Mahkemece, temlikin muvazaalı olduğu gerekçesiyle davanın kabulüne ilişkin karar Dairece; "...Türk Medeni Kanunu'nun 6. maddesinde düzenlendiği üzere "Kanunda aksine bir hüküm bulunmadıkça taraflardan her biri, hakkını dayandırdığı olguların varlığını ispatla yükümlüdür." Yine 6100 sayılı HMK'nun 190/1. maddesi gereğince ispat yükü, kanunda özel bir düzenleme bulunmadıkça iddia edilen vakıaya bağlanan hukuki sonuçtan kendi lehine hak çıkaran tarafa aittir.Somut olaya gelince; dinlenen davacı tanıkları temlikin muvazaalı olduğu yönünde beyanda bulunmamışlardır. Davalı tanığı ise, mirasbırakanın davalıya taşınmazını bakım karşılığı verdiğini bildirmiştir. Bu durumda muvazaa iddiasının davacı tarafça usulüne uygun biçimde kanıtlanabildiğini söyleyebilme imkanı yoktur.Hal böyle olunca; davanın reddine karar verilmesi gerekirken yanılgılı değerlendirme ile yazılı şekilde karar verilmiş olması doğru değildir. ’’ gerekçesi ile bozulmuş,bozma ilamına uyularak yapılan yargılama sonucunda davanın reddine karar verilmiştir.

Karar, davacılar Vekili tarafından süresinde temyiz edilmiş olmakla; Tetkik Hakimi ...'in raporu okundu, düşüncesi alındı. Dosya incelendi, gereği görüşülüp düşünüldü.

-KARAR-

Dava muris muvazaası hukuksal nedenine dayalı tapu iptali ve tescil isteğine ilişkindir.

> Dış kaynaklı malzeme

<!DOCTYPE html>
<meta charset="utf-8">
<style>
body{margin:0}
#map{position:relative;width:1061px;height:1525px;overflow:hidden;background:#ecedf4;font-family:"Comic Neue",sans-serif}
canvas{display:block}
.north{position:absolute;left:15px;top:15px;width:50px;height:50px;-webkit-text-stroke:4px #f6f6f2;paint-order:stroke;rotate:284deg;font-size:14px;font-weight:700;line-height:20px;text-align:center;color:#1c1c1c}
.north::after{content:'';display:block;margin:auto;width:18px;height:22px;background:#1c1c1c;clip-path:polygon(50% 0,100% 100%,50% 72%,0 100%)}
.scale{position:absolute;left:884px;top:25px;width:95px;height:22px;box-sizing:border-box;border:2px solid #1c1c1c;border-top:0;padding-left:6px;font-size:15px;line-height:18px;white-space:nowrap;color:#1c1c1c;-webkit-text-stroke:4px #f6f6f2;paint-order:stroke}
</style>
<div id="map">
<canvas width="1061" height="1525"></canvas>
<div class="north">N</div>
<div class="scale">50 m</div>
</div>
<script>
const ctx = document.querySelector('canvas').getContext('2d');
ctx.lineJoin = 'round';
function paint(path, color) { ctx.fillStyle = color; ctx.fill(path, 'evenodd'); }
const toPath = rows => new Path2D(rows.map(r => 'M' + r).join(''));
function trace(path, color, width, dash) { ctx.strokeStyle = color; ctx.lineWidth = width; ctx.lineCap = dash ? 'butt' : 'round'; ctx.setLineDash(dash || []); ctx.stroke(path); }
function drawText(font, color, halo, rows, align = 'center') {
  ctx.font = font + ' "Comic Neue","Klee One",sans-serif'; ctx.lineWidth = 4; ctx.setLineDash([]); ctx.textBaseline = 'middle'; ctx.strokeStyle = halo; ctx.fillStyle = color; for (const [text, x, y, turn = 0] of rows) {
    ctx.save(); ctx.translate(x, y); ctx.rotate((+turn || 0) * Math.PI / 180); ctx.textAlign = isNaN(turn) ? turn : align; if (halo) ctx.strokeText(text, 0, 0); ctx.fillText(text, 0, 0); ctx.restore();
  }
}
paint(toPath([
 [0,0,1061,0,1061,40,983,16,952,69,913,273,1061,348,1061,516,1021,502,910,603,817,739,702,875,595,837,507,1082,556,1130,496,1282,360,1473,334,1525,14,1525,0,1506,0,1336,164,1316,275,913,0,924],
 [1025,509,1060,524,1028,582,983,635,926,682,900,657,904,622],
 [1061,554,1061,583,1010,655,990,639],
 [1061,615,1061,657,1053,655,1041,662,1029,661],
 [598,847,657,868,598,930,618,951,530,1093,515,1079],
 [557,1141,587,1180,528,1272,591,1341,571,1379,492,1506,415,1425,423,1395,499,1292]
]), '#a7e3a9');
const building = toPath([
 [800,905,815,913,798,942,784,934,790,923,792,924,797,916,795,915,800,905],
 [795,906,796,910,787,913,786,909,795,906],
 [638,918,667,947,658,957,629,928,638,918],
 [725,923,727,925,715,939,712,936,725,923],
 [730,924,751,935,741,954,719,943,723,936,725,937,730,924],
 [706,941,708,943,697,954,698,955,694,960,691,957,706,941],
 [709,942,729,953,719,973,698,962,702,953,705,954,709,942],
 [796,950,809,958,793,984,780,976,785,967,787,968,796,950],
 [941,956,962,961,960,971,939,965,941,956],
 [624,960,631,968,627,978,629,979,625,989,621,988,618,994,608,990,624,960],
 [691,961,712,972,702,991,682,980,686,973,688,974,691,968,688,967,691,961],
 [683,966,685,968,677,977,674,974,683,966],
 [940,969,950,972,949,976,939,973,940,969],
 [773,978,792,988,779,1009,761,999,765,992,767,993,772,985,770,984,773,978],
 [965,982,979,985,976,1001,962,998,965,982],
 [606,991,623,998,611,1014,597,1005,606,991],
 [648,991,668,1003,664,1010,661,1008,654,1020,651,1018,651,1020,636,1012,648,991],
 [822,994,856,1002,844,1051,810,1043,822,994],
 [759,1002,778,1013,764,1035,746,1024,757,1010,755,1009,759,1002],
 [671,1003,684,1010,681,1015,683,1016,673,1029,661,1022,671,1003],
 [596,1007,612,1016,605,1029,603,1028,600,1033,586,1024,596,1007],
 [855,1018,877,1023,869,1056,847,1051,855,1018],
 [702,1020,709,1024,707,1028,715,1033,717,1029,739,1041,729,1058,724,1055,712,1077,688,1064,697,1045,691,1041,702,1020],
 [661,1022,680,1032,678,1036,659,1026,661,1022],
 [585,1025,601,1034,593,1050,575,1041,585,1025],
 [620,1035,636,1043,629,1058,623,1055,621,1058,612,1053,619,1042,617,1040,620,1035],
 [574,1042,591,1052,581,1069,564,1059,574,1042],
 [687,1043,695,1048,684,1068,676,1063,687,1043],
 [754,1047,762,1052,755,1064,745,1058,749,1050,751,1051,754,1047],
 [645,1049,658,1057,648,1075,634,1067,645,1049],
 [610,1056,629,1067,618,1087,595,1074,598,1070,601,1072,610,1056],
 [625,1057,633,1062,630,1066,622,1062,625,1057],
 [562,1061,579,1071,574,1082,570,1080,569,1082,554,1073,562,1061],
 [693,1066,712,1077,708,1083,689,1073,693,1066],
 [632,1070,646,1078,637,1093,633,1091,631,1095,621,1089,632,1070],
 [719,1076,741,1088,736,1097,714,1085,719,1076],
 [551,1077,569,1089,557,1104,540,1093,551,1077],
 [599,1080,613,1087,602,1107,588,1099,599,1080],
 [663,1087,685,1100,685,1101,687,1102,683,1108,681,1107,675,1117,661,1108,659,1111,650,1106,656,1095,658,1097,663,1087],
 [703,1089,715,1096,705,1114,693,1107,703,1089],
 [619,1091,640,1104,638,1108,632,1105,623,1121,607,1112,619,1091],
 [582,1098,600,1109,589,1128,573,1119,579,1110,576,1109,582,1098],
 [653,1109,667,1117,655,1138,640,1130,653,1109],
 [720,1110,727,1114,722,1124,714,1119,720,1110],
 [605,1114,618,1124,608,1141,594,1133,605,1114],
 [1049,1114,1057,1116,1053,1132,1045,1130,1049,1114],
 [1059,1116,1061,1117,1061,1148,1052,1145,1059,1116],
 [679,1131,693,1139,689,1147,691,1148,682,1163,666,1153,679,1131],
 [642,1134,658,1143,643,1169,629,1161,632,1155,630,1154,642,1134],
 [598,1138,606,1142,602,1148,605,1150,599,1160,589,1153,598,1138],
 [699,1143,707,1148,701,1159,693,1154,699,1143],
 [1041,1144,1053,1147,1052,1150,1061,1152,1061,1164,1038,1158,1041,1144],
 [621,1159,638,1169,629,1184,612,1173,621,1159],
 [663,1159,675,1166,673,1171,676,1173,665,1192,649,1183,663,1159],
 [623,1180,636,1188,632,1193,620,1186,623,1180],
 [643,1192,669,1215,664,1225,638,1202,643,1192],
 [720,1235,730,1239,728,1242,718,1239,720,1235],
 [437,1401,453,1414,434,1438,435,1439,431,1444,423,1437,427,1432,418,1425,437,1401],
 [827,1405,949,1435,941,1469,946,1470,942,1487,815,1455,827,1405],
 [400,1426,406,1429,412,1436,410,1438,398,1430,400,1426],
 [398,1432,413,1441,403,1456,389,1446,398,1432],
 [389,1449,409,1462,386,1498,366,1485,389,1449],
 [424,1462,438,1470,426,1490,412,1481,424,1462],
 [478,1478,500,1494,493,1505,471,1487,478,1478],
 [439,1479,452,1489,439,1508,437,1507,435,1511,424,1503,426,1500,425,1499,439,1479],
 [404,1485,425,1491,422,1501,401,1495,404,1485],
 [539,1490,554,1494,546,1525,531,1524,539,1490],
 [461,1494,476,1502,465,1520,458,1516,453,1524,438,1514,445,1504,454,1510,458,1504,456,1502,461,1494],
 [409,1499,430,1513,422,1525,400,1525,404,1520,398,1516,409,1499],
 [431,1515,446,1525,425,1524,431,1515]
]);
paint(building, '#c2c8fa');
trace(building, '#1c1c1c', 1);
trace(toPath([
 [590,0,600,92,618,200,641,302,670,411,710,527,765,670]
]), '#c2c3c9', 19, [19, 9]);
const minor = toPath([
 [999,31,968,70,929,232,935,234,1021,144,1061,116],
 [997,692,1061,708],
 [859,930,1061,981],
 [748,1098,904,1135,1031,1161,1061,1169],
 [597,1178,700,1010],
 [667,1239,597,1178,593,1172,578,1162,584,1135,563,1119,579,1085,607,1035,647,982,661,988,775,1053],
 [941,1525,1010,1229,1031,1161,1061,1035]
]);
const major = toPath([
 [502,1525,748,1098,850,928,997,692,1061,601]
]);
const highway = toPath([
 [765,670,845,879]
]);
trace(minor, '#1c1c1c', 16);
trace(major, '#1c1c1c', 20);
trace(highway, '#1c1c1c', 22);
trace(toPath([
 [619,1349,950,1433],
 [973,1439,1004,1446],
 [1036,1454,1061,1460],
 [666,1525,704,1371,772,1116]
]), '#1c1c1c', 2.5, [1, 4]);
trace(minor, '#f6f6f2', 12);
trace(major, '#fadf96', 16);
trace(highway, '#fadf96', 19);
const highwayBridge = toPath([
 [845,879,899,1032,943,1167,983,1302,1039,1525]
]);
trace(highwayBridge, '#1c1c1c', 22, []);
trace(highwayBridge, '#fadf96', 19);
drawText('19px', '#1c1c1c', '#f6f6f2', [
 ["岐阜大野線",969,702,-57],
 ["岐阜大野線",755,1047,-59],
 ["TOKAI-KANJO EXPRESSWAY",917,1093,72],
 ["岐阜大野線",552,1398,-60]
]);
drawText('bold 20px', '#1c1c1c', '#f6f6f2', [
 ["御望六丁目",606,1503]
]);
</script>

Hükmüne uyulan bozma kararında, gösterildiği şekilde işlem yapılarak davanın reddine karar verilmiş olmasında kural olarak bir isabetsizlik bulunmamaktadır. Davacıların bu yöne değinen temyiz itirazlarının reddine.

Ancak, davacı başta 20.000,00 TL üzerinden 341,55 TL nispi peşin harç, yargılama sırasında ise taşınmazın keşfen saptanan değeri olan 80.654,71 TL üzerinden 1.036,00 TL tamamlama harcı yatırmış olmasına rağmen hükümde, tamamlama harcı dikkate alınmaksızın harcın eksik iadesine karar verilmesi hatalıdır.

Ne var ki, bu husus yeniden yargılama yapılmasını gerektirmediğinden; hükmün 3. fıkrasında yer alan “Başlangıçta peşin alınan 341,55 TL harçtan karar tarihinde yürürlükte bulunan Harçlar Kanununa göre alınması gerekli 54,40 TL harcın mahsubu ile bakiye harcın karar kesinleştiğinde ve talep halinde davacı tarafa iadesine,” cümlesinin hüküm fıkrasından çıkarılarak yerine 3. fıkra olarak “Harçlar Kanunu gereğince yatırılan 341,55 TL peşin ve tamamlama suretiyle yatırılan 1.036,00 TL olmak üzere toplam 1.377,55 TL harçtan alınması gerekli 54,40 TL red harcının mahsubu ile artan 1.323,15 TL harcın davacı tarafa iadesine,” cümlesinin yazılmasına, hükmün bu şekli ile 6100 sayılı HMK'nun geçici 3. maddesi yollamasıyla 1086 sayılı HUMK'nun 438/7. maddesi uyarınca DÜZELTİLEREK ONANMASINA, alınan peşin harcın temyiz edene geri verilmesine, 24/03/2021 tarihinde oybirliğiyle karar verildi.